# [Directions]
Lines after the one containing "Extract the road graph of the map" are to be omitted; print exactly each line from the start of the records up to and including it.

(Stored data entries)
* * *

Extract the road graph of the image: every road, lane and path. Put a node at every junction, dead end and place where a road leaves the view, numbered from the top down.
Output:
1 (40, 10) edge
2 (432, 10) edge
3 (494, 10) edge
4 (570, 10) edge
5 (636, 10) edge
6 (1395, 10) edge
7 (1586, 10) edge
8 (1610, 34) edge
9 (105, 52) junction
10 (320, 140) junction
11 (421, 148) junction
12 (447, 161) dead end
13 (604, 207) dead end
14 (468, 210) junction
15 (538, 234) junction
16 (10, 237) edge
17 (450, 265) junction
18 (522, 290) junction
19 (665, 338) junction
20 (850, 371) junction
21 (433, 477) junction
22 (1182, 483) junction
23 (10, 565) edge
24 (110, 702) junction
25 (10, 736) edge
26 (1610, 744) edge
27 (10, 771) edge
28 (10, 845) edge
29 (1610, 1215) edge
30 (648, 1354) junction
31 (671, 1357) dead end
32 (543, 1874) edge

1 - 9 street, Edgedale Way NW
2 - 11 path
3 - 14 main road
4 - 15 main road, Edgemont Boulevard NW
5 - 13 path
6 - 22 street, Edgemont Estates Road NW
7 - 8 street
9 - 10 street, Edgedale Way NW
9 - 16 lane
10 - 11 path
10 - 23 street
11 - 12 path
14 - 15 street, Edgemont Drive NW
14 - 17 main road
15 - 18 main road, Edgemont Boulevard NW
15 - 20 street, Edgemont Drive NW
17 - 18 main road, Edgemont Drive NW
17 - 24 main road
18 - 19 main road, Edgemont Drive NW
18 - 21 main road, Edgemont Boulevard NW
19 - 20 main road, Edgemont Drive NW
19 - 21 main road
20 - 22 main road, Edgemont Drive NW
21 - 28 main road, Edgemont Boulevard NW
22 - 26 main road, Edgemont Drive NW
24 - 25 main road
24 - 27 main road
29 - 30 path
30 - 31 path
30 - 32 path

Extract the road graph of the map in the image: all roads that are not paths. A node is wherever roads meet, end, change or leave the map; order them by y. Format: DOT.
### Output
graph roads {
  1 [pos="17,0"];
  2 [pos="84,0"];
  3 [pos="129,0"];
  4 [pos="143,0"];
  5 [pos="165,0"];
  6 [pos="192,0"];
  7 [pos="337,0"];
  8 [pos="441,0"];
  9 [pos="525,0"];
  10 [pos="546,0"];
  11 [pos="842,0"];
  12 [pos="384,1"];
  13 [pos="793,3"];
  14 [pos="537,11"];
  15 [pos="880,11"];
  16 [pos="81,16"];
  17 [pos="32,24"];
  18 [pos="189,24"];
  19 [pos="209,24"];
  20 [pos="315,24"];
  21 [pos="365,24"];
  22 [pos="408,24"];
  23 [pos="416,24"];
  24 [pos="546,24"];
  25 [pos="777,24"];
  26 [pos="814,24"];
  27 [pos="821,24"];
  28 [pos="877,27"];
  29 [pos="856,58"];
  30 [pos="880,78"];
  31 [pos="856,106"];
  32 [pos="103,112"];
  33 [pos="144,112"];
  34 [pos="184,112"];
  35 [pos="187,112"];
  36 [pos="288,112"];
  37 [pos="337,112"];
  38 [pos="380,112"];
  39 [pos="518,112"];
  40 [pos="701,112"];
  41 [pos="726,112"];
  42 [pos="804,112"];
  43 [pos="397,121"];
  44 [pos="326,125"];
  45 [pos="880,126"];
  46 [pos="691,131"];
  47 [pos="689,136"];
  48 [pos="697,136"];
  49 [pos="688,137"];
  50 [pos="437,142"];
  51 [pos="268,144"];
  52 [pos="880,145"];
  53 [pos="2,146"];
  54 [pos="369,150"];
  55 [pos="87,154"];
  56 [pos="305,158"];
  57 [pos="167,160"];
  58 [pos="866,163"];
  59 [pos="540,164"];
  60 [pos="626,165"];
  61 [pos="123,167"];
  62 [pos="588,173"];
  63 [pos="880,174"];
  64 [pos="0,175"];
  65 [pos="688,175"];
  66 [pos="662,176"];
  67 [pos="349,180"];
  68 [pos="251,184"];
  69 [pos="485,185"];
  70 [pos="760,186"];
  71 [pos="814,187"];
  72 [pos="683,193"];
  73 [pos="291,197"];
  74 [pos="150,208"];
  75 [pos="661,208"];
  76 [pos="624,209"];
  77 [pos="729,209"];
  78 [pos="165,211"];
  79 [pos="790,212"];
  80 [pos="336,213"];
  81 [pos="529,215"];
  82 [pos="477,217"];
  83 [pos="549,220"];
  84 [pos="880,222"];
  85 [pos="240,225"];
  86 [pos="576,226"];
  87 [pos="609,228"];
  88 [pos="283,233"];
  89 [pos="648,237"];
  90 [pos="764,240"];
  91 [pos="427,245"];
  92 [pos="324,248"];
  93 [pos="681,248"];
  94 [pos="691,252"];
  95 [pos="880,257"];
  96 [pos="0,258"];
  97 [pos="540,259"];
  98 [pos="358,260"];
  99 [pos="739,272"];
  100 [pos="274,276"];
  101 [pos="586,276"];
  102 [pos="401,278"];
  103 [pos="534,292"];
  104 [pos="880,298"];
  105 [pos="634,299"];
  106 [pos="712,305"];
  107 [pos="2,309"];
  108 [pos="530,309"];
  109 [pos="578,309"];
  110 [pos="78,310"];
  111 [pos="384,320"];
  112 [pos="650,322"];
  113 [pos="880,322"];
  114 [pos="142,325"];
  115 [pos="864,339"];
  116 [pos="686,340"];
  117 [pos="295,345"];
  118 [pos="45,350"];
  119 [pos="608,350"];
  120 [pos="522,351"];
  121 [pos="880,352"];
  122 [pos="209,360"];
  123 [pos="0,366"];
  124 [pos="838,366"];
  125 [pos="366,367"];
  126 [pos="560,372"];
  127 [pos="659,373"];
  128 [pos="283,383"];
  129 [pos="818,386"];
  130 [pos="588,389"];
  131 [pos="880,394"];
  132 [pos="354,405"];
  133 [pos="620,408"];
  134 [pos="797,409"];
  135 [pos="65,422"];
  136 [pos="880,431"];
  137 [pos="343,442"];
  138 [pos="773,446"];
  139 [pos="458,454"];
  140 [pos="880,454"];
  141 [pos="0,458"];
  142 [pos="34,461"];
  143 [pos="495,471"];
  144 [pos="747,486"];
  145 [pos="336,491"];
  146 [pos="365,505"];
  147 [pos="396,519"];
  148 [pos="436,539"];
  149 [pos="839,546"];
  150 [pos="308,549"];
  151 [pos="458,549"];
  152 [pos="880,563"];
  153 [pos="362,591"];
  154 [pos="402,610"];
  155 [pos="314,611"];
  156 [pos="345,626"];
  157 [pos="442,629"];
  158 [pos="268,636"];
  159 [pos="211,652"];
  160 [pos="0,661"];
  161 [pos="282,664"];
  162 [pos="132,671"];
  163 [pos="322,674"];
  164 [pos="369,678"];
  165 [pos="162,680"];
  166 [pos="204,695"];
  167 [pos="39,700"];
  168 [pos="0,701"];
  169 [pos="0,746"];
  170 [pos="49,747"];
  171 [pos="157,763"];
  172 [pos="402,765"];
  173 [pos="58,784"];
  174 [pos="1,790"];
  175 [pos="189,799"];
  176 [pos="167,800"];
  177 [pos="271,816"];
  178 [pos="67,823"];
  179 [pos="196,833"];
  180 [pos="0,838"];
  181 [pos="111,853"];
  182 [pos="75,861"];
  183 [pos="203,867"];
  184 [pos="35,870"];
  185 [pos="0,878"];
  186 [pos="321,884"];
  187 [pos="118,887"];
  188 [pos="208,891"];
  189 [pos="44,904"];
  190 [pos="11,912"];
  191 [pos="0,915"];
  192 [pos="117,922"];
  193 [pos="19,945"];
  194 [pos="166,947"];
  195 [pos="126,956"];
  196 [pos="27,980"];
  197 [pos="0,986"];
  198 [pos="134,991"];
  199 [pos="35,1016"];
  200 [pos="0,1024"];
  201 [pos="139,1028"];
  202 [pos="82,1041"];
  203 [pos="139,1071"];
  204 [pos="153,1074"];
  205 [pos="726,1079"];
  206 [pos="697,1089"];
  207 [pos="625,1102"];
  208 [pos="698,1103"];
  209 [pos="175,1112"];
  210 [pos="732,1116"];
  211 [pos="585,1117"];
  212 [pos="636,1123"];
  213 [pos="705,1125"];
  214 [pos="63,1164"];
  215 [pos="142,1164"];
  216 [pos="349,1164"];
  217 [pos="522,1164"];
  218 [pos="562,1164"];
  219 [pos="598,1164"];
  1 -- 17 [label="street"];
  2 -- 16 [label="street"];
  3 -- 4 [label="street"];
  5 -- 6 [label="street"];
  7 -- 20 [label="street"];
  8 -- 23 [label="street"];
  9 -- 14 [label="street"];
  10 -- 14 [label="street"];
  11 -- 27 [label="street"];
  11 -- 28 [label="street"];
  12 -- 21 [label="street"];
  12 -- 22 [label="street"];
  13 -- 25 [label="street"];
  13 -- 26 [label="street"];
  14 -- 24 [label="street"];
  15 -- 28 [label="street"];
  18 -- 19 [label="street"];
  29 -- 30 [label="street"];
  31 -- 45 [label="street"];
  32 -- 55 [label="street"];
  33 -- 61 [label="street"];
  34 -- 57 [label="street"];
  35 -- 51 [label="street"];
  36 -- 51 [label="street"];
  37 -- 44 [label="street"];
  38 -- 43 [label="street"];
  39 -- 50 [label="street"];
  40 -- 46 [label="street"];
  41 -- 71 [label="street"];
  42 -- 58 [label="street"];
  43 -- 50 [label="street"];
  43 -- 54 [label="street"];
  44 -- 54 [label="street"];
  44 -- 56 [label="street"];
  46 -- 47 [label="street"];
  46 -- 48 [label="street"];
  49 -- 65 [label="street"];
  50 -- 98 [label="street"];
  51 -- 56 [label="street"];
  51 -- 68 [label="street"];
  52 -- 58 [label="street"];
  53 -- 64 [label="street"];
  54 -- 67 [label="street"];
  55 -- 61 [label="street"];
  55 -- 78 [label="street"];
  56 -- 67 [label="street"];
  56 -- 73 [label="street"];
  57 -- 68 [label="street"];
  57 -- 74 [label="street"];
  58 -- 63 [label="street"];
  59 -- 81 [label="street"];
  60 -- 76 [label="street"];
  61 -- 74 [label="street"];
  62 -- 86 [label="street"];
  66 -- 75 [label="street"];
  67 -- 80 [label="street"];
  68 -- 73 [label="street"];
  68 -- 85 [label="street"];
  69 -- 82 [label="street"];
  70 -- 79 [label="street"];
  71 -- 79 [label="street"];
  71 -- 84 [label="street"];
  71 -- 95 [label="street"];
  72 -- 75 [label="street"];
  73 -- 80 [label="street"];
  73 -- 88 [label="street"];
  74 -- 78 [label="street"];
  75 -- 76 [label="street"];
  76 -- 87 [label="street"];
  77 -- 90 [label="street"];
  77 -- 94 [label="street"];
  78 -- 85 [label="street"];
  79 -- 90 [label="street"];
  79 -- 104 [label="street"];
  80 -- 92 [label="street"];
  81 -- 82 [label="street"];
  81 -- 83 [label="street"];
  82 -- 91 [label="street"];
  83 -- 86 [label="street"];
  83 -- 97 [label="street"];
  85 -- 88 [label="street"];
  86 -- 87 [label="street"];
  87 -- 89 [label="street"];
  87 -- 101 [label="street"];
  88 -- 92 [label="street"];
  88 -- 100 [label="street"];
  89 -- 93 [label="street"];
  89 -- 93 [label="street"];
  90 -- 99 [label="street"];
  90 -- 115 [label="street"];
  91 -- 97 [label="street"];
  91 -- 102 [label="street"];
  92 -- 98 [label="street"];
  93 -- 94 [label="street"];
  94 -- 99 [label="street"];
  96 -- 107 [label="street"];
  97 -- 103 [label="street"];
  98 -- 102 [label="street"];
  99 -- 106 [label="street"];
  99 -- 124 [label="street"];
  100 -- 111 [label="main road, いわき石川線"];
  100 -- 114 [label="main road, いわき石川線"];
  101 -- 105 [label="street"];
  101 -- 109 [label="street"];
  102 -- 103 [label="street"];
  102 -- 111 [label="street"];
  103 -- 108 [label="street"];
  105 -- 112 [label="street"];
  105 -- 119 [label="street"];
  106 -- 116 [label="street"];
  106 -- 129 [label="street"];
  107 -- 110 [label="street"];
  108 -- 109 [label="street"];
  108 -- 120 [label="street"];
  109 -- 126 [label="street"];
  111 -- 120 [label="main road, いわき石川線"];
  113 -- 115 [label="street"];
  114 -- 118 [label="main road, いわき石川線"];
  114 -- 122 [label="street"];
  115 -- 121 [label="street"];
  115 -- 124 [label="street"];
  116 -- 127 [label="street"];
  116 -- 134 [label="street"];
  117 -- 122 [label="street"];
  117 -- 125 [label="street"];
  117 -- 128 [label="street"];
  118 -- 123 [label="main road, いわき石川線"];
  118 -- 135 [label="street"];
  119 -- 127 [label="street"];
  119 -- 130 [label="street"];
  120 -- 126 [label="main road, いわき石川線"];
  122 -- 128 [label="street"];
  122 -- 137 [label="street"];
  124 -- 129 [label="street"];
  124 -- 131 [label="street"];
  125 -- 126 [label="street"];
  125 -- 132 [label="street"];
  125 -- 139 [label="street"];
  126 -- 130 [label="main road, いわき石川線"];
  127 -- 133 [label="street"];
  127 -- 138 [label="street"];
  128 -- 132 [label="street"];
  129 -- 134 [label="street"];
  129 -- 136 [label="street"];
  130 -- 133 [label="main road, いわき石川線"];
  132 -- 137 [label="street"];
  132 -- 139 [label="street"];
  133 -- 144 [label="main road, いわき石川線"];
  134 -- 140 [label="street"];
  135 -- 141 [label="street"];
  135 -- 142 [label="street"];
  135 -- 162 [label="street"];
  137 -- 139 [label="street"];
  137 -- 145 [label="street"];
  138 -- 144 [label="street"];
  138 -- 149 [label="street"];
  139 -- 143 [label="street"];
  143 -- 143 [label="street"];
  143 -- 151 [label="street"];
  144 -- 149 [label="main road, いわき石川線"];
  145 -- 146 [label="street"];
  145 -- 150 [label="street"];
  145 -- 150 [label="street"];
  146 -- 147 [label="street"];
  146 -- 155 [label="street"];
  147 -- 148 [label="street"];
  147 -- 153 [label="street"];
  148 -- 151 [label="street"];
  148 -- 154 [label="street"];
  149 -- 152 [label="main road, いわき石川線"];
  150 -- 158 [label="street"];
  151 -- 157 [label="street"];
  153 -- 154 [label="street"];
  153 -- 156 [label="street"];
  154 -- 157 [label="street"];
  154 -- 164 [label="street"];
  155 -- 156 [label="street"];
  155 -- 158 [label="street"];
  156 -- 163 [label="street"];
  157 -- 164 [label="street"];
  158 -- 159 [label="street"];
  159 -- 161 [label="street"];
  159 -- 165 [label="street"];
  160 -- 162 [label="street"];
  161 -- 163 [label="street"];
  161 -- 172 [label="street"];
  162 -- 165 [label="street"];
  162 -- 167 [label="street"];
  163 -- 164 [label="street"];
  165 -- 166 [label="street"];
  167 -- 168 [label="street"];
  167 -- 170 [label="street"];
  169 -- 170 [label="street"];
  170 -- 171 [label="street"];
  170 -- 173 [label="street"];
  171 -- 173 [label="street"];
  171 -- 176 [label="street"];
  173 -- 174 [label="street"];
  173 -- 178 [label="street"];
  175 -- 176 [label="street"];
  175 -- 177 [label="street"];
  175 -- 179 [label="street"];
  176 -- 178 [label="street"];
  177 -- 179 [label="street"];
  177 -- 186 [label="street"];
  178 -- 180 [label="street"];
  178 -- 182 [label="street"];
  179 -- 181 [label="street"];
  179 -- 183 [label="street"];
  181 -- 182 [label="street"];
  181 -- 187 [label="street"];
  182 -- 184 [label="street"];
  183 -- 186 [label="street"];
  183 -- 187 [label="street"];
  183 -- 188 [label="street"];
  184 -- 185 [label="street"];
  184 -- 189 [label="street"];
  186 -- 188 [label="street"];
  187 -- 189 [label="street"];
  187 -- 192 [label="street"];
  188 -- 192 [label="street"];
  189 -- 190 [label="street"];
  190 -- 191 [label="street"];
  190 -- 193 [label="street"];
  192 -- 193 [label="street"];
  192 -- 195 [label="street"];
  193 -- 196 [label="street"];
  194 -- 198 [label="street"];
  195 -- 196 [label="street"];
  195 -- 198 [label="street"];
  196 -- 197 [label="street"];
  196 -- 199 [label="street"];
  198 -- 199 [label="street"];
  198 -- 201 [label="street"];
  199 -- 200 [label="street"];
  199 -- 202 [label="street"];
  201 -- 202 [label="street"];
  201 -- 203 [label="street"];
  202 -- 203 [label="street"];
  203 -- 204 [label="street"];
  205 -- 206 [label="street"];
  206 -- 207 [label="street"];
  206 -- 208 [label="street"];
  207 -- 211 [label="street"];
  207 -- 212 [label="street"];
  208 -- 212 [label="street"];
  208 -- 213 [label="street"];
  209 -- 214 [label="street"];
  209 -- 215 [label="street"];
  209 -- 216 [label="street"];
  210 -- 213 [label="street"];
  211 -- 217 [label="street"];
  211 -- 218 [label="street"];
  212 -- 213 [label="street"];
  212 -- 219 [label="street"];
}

* * *

# [Response to this task]
Extract the road graph of the image: every road, lane and path. Put a node at every junction, dead end and place where a road leaves the view, numbered from the top down.
Output:
1 (40, 10) edge
2 (432, 10) edge
3 (494, 10) edge
4 (570, 10) edge
5 (636, 10) edge
6 (1395, 10) edge
7 (1586, 10) edge
8 (1610, 34) edge
9 (105, 52) junction
10 (320, 140) junction
11 (421, 148) junction
12 (447, 161) dead end
13 (604, 207) dead end
14 (468, 210) junction
15 (538, 234) junction
16 (10, 237) edge
17 (450, 265) junction
18 (522, 290) junction
19 (665, 338) junction
20 (850, 371) junction
21 (433, 477) junction
22 (1182, 483) junction
23 (10, 565) edge
24 (110, 702) junction
25 (10, 736) edge
26 (1610, 744) edge
27 (10, 771) edge
28 (10, 845) edge
29 (1610, 1215) edge
30 (648, 1354) junction
31 (671, 1357) dead end
32 (543, 1874) edge

1 - 9 street, Edgedale Way NW
2 - 11 path
3 - 14 main road
4 - 15 main road, Edgemont Boulevard NW
5 - 13 path
6 - 22 street, Edgemont Estates Road NW
7 - 8 street
9 - 10 street, Edgedale Way NW
9 - 16 lane
10 - 11 path
10 - 23 street
11 - 12 path
14 - 15 street, Edgemont Drive NW
14 - 17 main road
15 - 18 main road, Edgemont Boulevard NW
15 - 20 street, Edgemont Drive NW
17 - 18 main road, Edgemont Drive NW
17 - 24 main road
18 - 19 main road, Edgemont Drive NW
18 - 21 main road, Edgemont Boulevard NW
19 - 20 main road, Edgemont Drive NW
19 - 21 main road
20 - 22 main road, Edgemont Drive NW
21 - 28 main road, Edgemont Boulevard NW
22 - 26 main road, Edgemont Drive NW
24 - 25 main road
24 - 27 main road
29 - 30 path
30 - 31 path
30 - 32 path

Extract the road graph of the map in the image: all roads that are not paths. A node is wherever roads meet, end, change or leave the map; order them by y. Format: DOT.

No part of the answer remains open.